What lines in the material hold the string "road"? Return every one of them.

- [DATA EXCERPTS]:

=== Begin Enclosure ===

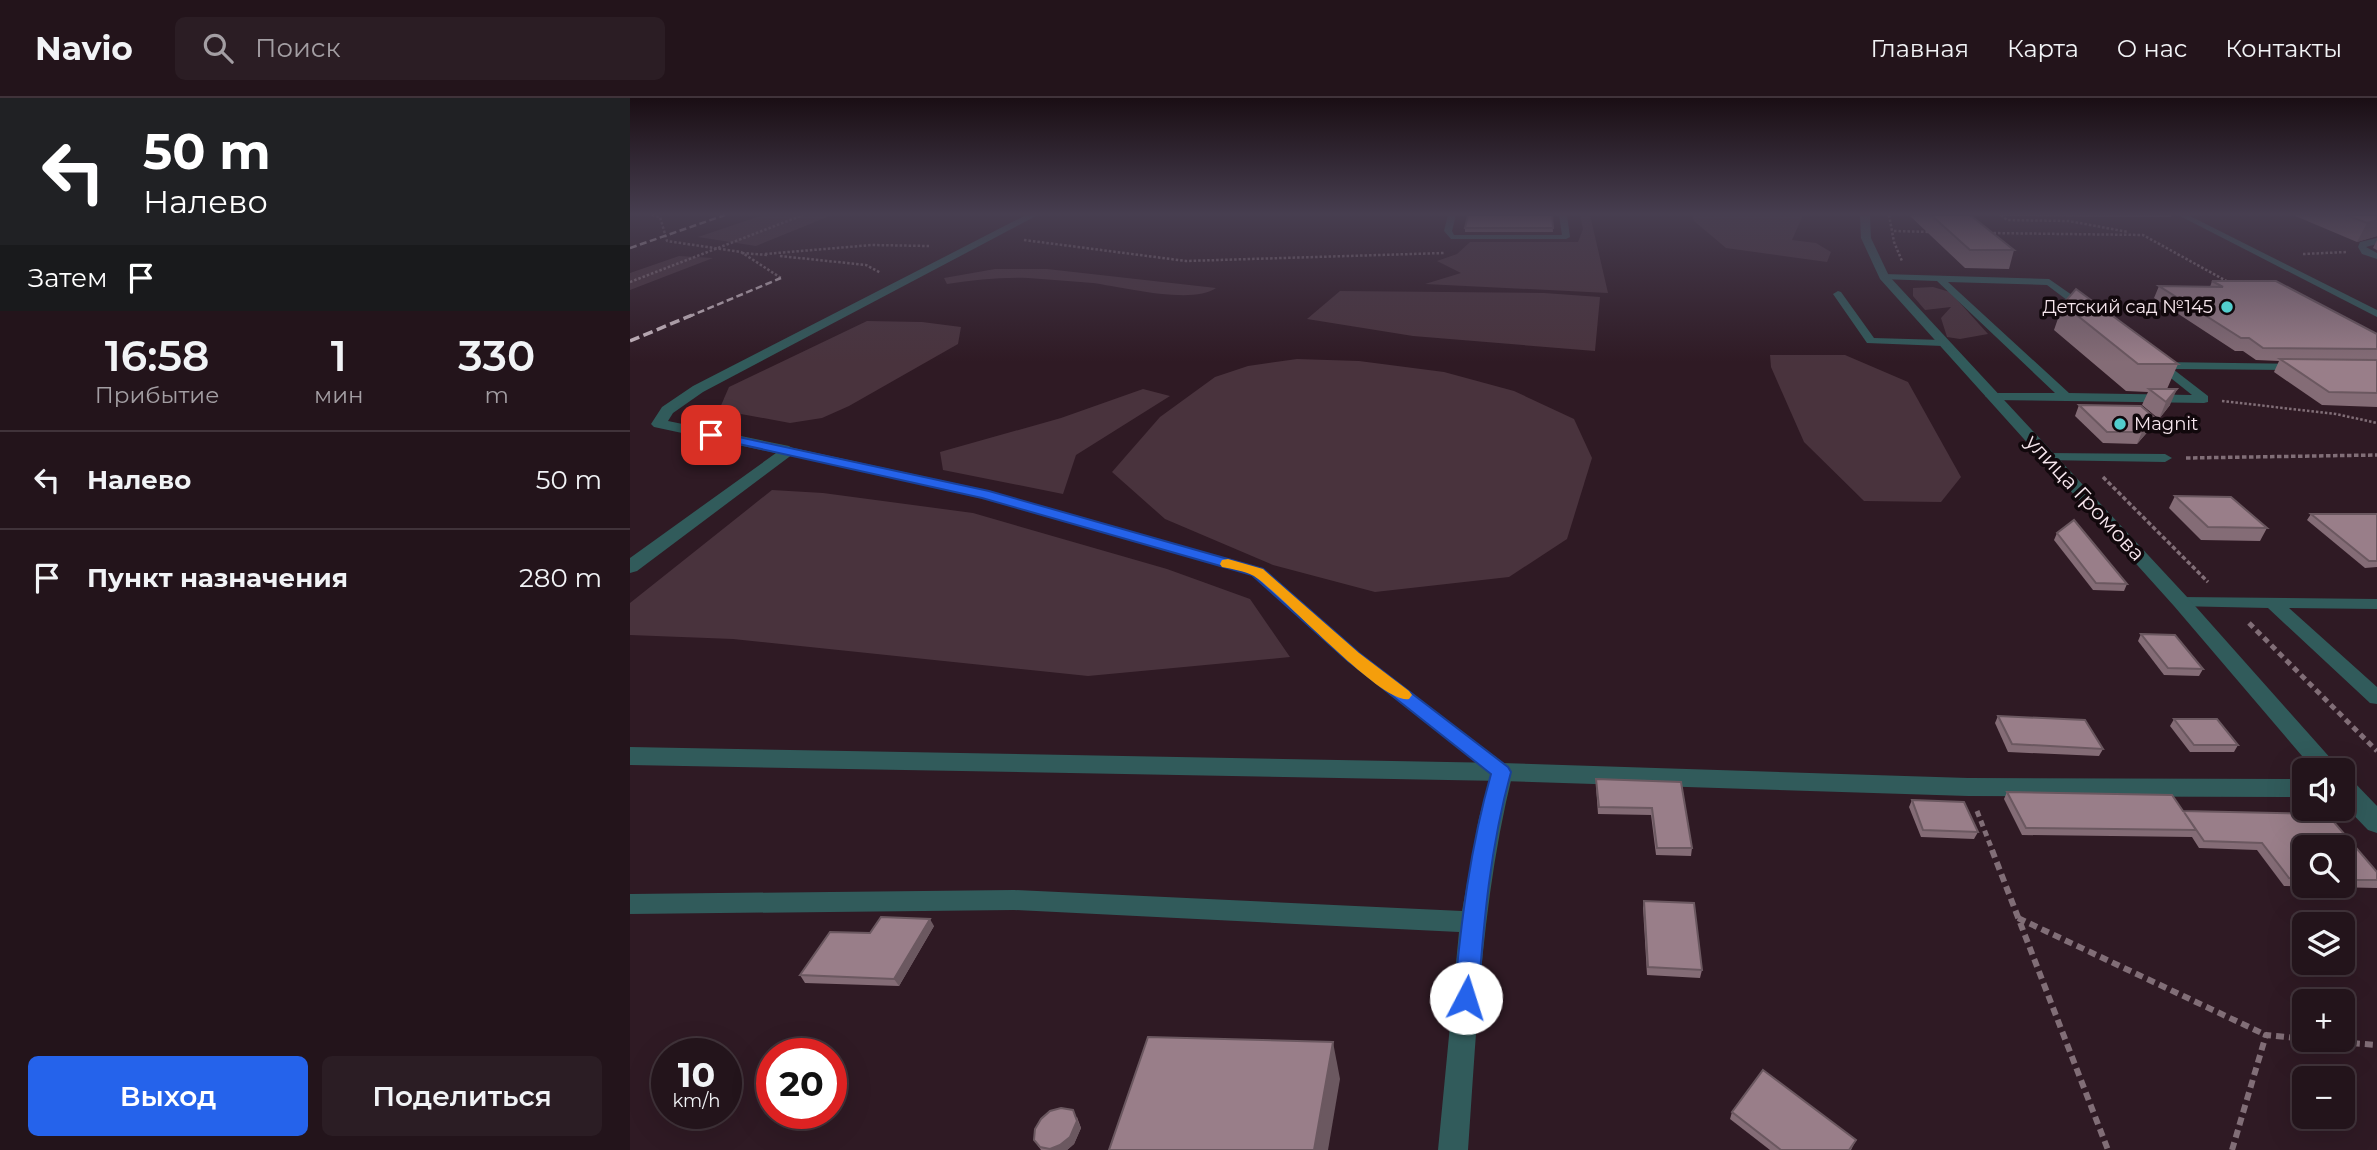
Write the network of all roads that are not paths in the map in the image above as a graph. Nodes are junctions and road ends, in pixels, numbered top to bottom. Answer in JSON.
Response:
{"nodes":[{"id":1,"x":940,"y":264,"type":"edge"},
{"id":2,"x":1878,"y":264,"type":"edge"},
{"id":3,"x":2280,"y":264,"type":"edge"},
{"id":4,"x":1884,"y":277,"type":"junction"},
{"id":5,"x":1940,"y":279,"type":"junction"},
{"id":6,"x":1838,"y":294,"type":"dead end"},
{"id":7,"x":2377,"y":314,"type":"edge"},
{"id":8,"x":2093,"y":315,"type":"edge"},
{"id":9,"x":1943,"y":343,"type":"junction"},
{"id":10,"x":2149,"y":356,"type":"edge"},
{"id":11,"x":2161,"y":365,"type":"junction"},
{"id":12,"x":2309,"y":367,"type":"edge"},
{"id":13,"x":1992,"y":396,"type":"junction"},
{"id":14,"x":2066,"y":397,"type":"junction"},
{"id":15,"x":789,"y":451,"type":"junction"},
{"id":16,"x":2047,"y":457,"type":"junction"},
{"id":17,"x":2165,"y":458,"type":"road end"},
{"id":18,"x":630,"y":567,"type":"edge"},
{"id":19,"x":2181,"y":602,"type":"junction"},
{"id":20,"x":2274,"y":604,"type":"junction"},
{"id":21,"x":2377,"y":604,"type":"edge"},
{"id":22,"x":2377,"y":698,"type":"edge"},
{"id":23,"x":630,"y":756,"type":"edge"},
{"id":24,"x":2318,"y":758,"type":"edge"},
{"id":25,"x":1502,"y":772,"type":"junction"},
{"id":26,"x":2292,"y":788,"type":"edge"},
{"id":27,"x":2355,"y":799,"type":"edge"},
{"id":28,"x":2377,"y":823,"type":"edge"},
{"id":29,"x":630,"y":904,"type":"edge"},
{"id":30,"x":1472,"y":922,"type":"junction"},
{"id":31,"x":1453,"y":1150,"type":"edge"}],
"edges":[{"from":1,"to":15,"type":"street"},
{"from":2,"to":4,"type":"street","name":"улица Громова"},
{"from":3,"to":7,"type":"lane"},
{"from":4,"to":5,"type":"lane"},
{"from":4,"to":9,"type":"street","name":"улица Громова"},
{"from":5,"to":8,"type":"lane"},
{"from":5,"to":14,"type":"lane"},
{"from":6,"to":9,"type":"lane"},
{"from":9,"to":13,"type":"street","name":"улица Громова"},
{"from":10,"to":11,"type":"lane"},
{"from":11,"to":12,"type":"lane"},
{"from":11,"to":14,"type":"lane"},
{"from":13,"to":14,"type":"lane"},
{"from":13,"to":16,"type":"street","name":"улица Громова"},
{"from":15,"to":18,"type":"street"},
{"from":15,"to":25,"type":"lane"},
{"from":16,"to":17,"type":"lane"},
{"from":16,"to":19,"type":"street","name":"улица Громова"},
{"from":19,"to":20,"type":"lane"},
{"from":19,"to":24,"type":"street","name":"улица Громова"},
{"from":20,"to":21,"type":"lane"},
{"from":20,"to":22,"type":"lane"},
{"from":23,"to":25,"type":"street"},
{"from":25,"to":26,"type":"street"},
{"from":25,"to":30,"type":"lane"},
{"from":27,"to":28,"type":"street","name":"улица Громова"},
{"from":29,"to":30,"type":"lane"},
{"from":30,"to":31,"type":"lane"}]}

=== End Enclosure ===

- [SOLUTION TO THIS EXERCISE]:
Write the network of all roads that are not paths in the map in the image above as a graph. Nodes are junctions and road ends, in pixels, numbered top to bottom. Answer in JSON.
{"id":17,"x":2165,"y":458,"type":"road end"},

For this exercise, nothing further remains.